At present, DWG copes well with the requirement for 0-hour blocks and I
don’t see an immediate need to innovate.
A lot of communication issues arise because users aren’t responsive to community messages.
Most of the time, senders think the recipients are purposely ignoring them, but as we’ve discussed here, some mappers may not even be getting the email notifications or they’re just not good with managing emails.
From what I’ve seen, many of these users are beginners who rely on iD as their main editor.
Implementing this feature would ensure that users who are currently uninformed become aware of the messages, and it would provide us with a clear indication if a user is intentionally ignoring them.
JOSM every time you restart the client at least pops up the reminder left bottom if there’s any unread PMs (stays up way too short… should stay up until [any] key is hit). StreetComplete shows a bright envelope, ID, yawn, a small print number barely noticeable and only if you focus on your own mapping handle way out the line if sight.
I have submitted a feature request on the OSM website for the inclusion of a “New Community Messages” dialog.
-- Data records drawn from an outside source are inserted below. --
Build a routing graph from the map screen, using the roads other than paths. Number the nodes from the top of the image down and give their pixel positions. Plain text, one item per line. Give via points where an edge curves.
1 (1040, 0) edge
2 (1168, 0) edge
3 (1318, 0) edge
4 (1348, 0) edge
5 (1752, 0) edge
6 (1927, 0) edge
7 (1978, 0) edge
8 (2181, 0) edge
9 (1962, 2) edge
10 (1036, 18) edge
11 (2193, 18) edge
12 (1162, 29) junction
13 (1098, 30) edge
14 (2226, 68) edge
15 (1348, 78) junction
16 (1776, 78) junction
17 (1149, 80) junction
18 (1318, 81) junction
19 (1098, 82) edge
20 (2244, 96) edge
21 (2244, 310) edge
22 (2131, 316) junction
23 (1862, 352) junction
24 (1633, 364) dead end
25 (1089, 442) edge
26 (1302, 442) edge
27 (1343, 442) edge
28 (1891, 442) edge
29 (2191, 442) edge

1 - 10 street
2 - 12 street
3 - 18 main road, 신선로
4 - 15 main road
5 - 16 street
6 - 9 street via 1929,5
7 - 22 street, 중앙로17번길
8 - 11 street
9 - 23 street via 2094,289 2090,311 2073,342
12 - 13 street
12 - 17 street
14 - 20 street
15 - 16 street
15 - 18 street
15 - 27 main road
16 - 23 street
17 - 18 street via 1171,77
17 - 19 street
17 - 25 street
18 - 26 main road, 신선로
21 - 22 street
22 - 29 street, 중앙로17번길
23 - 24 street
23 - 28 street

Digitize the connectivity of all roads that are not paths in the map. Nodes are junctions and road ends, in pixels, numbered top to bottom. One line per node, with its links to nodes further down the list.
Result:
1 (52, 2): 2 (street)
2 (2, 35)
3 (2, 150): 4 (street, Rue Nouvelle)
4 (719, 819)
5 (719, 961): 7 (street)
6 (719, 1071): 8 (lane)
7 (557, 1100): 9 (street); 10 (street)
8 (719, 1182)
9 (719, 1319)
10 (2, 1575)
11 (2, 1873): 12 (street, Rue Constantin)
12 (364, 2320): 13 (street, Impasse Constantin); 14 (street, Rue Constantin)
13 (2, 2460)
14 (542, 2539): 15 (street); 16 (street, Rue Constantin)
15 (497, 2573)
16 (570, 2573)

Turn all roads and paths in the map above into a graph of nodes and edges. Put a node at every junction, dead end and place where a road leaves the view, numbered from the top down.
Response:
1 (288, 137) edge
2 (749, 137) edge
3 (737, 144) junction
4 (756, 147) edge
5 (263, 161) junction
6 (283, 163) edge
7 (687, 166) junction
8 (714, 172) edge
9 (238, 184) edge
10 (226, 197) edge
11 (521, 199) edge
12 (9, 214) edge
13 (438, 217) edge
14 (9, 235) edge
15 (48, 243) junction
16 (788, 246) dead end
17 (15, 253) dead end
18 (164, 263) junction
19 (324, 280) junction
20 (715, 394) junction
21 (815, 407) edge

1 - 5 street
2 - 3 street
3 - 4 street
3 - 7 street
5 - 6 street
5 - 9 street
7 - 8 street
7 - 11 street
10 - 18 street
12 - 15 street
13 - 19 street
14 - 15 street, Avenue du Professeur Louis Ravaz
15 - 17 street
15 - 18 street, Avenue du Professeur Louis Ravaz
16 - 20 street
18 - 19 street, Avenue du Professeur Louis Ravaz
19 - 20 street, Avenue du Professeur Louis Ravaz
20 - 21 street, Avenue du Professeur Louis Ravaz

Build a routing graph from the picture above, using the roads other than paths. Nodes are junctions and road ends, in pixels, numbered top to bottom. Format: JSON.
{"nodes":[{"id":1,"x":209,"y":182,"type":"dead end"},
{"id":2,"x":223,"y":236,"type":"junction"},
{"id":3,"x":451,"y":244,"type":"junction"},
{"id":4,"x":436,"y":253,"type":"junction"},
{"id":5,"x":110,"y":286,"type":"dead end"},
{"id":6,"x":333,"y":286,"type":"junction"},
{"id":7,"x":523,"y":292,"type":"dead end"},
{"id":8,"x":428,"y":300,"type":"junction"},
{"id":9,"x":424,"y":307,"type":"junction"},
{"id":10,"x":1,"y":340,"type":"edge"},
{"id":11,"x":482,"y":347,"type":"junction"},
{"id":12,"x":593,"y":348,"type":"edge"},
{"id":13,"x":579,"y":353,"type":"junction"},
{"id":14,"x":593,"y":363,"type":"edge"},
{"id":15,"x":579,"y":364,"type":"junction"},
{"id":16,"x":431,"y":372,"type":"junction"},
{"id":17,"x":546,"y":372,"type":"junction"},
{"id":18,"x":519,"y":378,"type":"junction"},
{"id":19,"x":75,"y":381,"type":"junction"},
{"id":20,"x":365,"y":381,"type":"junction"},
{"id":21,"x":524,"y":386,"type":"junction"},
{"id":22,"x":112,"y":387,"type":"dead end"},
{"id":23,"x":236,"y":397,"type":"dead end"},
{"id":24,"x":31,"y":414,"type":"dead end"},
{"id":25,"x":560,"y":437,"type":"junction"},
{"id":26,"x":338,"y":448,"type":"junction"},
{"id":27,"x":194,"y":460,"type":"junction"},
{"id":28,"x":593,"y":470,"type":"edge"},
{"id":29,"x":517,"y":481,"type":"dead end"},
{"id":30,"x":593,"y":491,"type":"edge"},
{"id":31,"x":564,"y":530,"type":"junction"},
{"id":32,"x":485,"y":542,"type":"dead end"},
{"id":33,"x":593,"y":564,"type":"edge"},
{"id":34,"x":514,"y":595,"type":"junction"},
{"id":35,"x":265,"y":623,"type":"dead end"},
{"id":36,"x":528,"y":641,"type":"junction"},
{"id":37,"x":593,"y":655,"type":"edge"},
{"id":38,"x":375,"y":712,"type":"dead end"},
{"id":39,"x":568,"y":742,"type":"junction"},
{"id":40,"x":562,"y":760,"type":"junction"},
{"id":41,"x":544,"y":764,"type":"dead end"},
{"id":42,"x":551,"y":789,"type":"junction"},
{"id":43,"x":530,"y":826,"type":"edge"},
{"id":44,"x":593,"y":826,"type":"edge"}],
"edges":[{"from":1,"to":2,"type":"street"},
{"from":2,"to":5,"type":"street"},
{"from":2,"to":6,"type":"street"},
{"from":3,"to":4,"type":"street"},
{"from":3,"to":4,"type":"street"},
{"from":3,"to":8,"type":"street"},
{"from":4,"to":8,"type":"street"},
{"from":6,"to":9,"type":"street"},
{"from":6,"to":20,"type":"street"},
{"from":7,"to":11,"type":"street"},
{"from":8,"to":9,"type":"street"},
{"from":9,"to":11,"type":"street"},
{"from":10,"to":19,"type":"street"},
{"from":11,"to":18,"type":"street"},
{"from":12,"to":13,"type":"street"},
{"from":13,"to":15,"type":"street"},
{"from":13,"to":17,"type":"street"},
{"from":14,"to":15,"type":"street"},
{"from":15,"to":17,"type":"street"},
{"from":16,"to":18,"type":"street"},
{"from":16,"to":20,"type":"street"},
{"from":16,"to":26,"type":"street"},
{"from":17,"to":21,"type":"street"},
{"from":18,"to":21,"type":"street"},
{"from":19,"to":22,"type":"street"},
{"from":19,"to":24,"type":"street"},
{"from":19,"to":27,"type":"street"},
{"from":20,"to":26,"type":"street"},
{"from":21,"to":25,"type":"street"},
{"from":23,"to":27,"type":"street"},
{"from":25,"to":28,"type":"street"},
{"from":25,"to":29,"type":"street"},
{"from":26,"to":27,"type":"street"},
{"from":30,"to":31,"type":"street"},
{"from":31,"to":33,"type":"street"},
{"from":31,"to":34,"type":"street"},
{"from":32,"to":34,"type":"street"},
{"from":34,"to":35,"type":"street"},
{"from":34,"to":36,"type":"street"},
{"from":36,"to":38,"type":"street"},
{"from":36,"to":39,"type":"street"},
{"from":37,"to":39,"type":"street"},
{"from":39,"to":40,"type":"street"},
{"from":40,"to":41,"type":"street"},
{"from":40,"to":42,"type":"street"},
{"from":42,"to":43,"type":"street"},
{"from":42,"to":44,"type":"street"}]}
Please feel free to comment or add a smiley to help draw attention to it:
I’ve already submitted a ticket in iD regarding the “Report User” topic, but I was informed that this matter should be addressed on the OSM website instead. Therefore, I assume that any information related to unread messages and changeset comments would be handled within the website’s tool.
Unfortunately, for the reasons that I set out above among others, I’m not convinced that that will help with “ignored” messages to new users. The example at the top of this thread was a new user who has now not mapped for 19 days. I suspect that they read the messages and decided that OSM was not for them.
That’s not to say that improvements with e.g. the way that changeset comments are communicated would not help, but there are other issues for that, and an approach with the site maintainers that goes beyond an issue that says “X should change”.
(as is often the case in threads such as this, I’m writing in a personal capacity here)
You may have better luck getting the changes in iD (or other osm api client apps). What an app would need to do is to request user’s latest changesets, remember their comment counts, request changesets again later, see if comment counts change.
Those not shy of letting folk know you’ve initiated a user reported, it’s a question of adding a key word/words in a comment to the reported user’s CS. Simple: User reported to DWG. That becomes searchable. This is similar to ‘Revert’ or ‘Reverted’ can be used in the ‘suspicious change set’ filter to find reverts, albeit no doubt some will not use the ‘revert’ word in comments to remain under the radar. The Neis report is though good at keeping counters which revert tool was used. The counter increments the day after another revert.
Well, people can and do add any text to changeset comments
A significant minority of the reporta that the DWG get are either “retaliation” reports, or are misplaced for other reasons (accusations of vandalism that aren’t, for example). A public list of “who has been reported” wouldn’t be especially useful, in a similar way that “people who have been blocked” includes lots of entirely blameless people with broken email.